I walk down our street. The only people I pass are dressed like me so it's hard to recognize them but if I had to guess they're probably just delivery men on their way to bring people groceries or home goods. I consider stopping someone to ask if they've seen a little white dog with a purple collar, but I know they wouldn't have. If Sugar is still alive--please, please--she would have to be sheltered from the Rain somewhere small and hidden.

It's funny that Rain used to be fresh water. Sugar would be fine if it was still like that, she was in need of a bath anyway. This Rain however....I could easily picture her tiny skeleton smoking on the sidewalk, her skin and fur just a puddle, or maybe already washed away into the sewers. I'd never seen a body dissolved by the acid, but that's what they told us happened in school.

I search under every set of stairs and under every bench. I even check people's mailboxes thinking how she might be clever enough to climb up into one. That would be an ideal hiding spot. Still no luck and I'm running out of time. The Rainsuit beeps at fifteen minutes left. I have to start walking home or I won't make it before the coughing starts.

"Sugar!" I call, knowing my voice won't travel very far. "Sugar!"

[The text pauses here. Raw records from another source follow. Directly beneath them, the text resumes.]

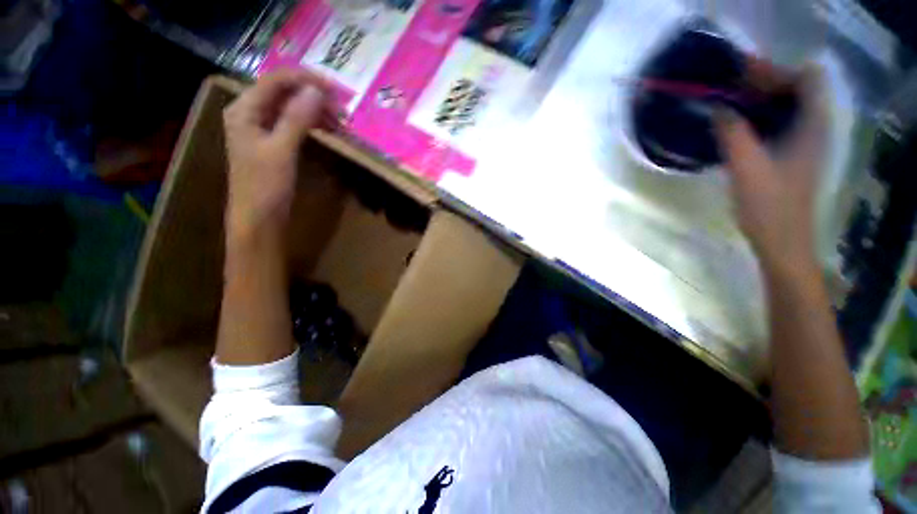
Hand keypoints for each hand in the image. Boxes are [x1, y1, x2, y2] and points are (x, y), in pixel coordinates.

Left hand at [223, 69, 334, 241]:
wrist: (258, 218)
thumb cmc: (265, 185)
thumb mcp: (281, 150)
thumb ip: (297, 118)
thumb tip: (317, 91)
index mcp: (245, 109)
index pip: (276, 80)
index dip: (305, 79)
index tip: (336, 90)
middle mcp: (251, 112)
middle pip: (284, 92)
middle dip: (313, 96)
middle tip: (341, 111)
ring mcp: (262, 127)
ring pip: (290, 107)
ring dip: (315, 110)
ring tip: (338, 122)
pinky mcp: (273, 142)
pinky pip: (293, 123)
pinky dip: (311, 123)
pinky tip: (326, 130)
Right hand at [714, 68, 825, 271]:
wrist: (782, 241)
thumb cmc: (769, 206)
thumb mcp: (747, 167)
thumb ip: (733, 133)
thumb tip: (718, 107)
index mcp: (812, 125)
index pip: (806, 76)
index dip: (776, 70)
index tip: (741, 77)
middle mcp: (814, 128)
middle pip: (795, 88)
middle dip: (762, 83)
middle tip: (727, 90)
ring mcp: (804, 142)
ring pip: (785, 106)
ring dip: (758, 101)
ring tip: (726, 107)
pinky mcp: (791, 155)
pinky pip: (777, 124)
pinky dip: (757, 119)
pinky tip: (735, 130)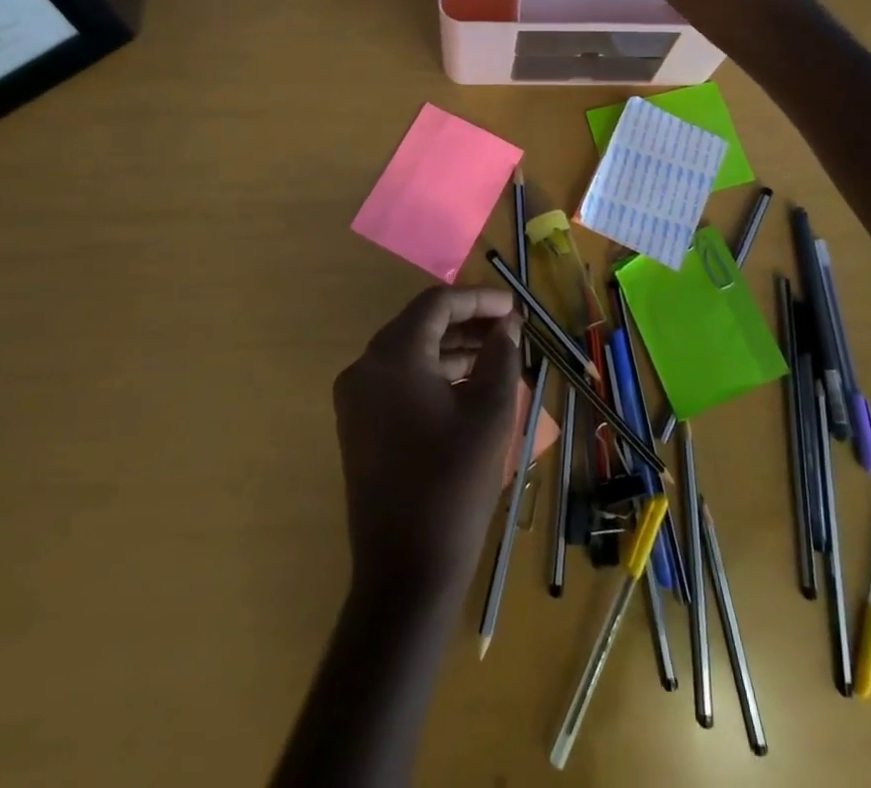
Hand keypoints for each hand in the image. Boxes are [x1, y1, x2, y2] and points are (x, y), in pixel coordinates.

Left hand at [331, 288, 523, 592]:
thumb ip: (500, 356)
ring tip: (497, 357)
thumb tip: (506, 326)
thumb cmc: (453, 483)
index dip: (479, 299)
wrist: (405, 570)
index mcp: (393, 355)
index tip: (514, 309)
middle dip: (467, 323)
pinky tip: (468, 386)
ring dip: (452, 349)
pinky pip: (398, 380)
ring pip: (410, 353)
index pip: (437, 303)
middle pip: (421, 324)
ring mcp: (356, 398)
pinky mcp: (358, 425)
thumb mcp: (490, 412)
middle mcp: (365, 366)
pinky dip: (432, 374)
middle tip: (509, 330)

Nothing. There aren't even any people on the street to hear me anymore. I try to keep my breathing steady so I don't waste any oxygen, and begin the trek back home. What am I going to tell my mom? She'll be so angry. Who would let Sugar out during a Rainy season? Did Mother do it to punish me for talking back at dinner the other night? Did I do it when I was high on my pills? Without Sugar I had no one. Not while the Rains lasted, and lately the season has been going longer and longer. You'd think the sky would just run dry, but it doesn't. It just doesn't.

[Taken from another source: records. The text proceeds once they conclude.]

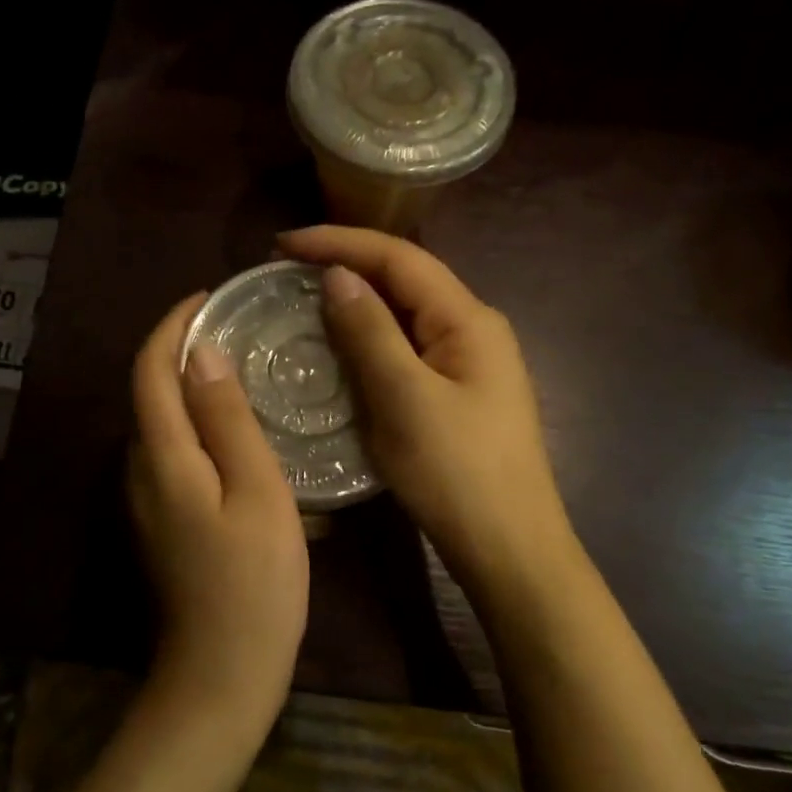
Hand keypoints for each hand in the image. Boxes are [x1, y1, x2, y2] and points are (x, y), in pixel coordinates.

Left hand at [128, 293, 310, 723]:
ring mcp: (147, 498)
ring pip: (163, 422)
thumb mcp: (256, 492)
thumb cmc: (254, 582)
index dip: (173, 325)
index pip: (150, 368)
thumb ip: (227, 420)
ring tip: (246, 370)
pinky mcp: (162, 518)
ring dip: (193, 387)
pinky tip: (239, 429)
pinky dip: (199, 423)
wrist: (222, 672)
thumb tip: (203, 353)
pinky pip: (174, 450)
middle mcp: (140, 468)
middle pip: (151, 391)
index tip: (210, 298)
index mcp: (161, 455)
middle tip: (240, 331)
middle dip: (184, 350)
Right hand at [280, 226, 578, 594]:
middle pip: (405, 279)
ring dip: (356, 301)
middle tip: (287, 269)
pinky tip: (340, 347)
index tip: (283, 244)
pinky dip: (369, 338)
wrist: (508, 549)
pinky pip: (405, 348)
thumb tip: (338, 275)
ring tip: (303, 299)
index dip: (340, 242)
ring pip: (404, 314)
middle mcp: (473, 329)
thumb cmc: (457, 473)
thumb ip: (371, 332)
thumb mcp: (405, 398)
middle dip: (347, 264)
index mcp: (468, 319)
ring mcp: (468, 362)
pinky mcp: (456, 392)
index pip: (400, 258)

I make it home just as the suit gives me the one minute warning beep. The door slides open, meaning Mother was watching for my return. I cross the threshold and wait a moment before starting to undress, letting the Rain dry a little so it doesn't sting as much to take the suit off. Shamefully I push Sugar's crate back where it belongs and slowly undress.

I should have stayed out there. I should have choked on my own toxic recycled carbon dioxide and suffocated in the acid storm. I should be out there, not Sugar. Poor innocent Sugar. Mother won't understand, she'll be angry with me but she won't understand....no one hates me more than I do.